DATA SUPPLIED -
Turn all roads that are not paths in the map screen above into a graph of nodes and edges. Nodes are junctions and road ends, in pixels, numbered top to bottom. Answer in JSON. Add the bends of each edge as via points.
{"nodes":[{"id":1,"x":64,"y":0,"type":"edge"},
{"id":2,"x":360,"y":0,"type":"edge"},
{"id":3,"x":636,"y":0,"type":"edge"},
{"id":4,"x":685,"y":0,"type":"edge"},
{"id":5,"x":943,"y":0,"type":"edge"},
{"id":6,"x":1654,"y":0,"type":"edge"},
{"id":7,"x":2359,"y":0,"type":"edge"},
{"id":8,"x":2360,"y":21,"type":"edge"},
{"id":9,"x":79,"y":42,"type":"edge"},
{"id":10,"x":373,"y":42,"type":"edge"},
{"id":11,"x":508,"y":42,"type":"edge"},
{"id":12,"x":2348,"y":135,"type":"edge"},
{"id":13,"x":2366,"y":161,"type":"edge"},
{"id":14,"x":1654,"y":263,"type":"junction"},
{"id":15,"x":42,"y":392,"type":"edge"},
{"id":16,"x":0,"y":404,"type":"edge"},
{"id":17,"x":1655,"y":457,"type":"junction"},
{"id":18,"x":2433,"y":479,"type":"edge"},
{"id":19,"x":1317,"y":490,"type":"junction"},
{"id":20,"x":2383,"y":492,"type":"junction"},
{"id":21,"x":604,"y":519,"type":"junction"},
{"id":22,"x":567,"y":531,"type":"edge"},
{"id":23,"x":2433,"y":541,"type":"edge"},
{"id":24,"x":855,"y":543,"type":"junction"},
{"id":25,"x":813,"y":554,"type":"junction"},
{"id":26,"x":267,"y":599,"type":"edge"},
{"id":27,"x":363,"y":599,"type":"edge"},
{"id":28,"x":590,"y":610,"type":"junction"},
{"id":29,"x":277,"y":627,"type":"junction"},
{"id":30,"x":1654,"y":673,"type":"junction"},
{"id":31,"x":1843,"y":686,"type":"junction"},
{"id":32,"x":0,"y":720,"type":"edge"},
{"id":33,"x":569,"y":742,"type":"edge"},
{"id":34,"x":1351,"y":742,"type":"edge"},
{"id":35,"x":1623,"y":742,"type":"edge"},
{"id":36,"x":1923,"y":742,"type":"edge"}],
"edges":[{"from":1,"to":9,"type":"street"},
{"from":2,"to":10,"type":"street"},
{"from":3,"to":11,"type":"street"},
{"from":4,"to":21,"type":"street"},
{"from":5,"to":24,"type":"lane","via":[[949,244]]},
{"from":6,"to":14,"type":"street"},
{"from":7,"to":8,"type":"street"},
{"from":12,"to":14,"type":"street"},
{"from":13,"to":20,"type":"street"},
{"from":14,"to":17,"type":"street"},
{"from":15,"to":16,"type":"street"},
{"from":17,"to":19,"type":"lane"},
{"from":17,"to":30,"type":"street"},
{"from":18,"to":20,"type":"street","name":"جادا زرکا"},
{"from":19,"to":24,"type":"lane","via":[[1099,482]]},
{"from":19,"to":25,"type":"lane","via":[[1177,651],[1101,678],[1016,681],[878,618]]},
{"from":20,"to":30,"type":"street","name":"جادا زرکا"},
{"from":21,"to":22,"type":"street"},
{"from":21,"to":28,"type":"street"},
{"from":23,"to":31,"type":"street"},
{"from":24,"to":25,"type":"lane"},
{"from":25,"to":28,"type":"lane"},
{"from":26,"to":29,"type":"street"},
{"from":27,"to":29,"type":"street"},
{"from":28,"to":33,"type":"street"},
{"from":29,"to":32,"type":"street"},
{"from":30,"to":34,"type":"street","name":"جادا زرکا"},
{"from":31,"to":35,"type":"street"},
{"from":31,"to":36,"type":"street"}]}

YOUR ASSIGNMENT - Reproduce each of the entries exactly, omitting none.

TASK OUTPUT -
Turn all roads that are not paths in the map screen above into a graph of nodes and edges. Nodes are junctions and road ends, in pixels, numbered top to bottom. Answer in JSON. Add the bends of each edge as via points.
{"nodes":[{"id":1,"x":64,"y":0,"type":"edge"},
{"id":2,"x":360,"y":0,"type":"edge"},
{"id":3,"x":636,"y":0,"type":"edge"},
{"id":4,"x":685,"y":0,"type":"edge"},
{"id":5,"x":943,"y":0,"type":"edge"},
{"id":6,"x":1654,"y":0,"type":"edge"},
{"id":7,"x":2359,"y":0,"type":"edge"},
{"id":8,"x":2360,"y":21,"type":"edge"},
{"id":9,"x":79,"y":42,"type":"edge"},
{"id":10,"x":373,"y":42,"type":"edge"},
{"id":11,"x":508,"y":42,"type":"edge"},
{"id":12,"x":2348,"y":135,"type":"edge"},
{"id":13,"x":2366,"y":161,"type":"edge"},
{"id":14,"x":1654,"y":263,"type":"junction"},
{"id":15,"x":42,"y":392,"type":"edge"},
{"id":16,"x":0,"y":404,"type":"edge"},
{"id":17,"x":1655,"y":457,"type":"junction"},
{"id":18,"x":2433,"y":479,"type":"edge"},
{"id":19,"x":1317,"y":490,"type":"junction"},
{"id":20,"x":2383,"y":492,"type":"junction"},
{"id":21,"x":604,"y":519,"type":"junction"},
{"id":22,"x":567,"y":531,"type":"edge"},
{"id":23,"x":2433,"y":541,"type":"edge"},
{"id":24,"x":855,"y":543,"type":"junction"},
{"id":25,"x":813,"y":554,"type":"junction"},
{"id":26,"x":267,"y":599,"type":"edge"},
{"id":27,"x":363,"y":599,"type":"edge"},
{"id":28,"x":590,"y":610,"type":"junction"},
{"id":29,"x":277,"y":627,"type":"junction"},
{"id":30,"x":1654,"y":673,"type":"junction"},
{"id":31,"x":1843,"y":686,"type":"junction"},
{"id":32,"x":0,"y":720,"type":"edge"},
{"id":33,"x":569,"y":742,"type":"edge"},
{"id":34,"x":1351,"y":742,"type":"edge"},
{"id":35,"x":1623,"y":742,"type":"edge"},
{"id":36,"x":1923,"y":742,"type":"edge"}],
"edges":[{"from":1,"to":9,"type":"street"},
{"from":2,"to":10,"type":"street"},
{"from":3,"to":11,"type":"street"},
{"from":4,"to":21,"type":"street"},
{"from":5,"to":24,"type":"lane","via":[[949,244]]},
{"from":6,"to":14,"type":"street"},
{"from":7,"to":8,"type":"street"},
{"from":12,"to":14,"type":"street"},
{"from":13,"to":20,"type":"street"},
{"from":14,"to":17,"type":"street"},
{"from":15,"to":16,"type":"street"},
{"from":17,"to":19,"type":"lane"},
{"from":17,"to":30,"type":"street"},
{"from":18,"to":20,"type":"street","name":"جادا زرکا"},
{"from":19,"to":24,"type":"lane","via":[[1099,482]]},
{"from":19,"to":25,"type":"lane","via":[[1177,651],[1101,678],[1016,681],[878,618]]},
{"from":20,"to":30,"type":"street","name":"جادا زرکا"},
{"from":21,"to":22,"type":"street"},
{"from":21,"to":28,"type":"street"},
{"from":23,"to":31,"type":"street"},
{"from":24,"to":25,"type":"lane"},
{"from":25,"to":28,"type":"lane"},
{"from":26,"to":29,"type":"street"},
{"from":27,"to":29,"type":"street"},
{"from":28,"to":33,"type":"street"},
{"from":29,"to":32,"type":"street"},
{"from":30,"to":34,"type":"street","name":"جادا زرکا"},
{"from":31,"to":35,"type":"street"},
{"from":31,"to":36,"type":"street"}]}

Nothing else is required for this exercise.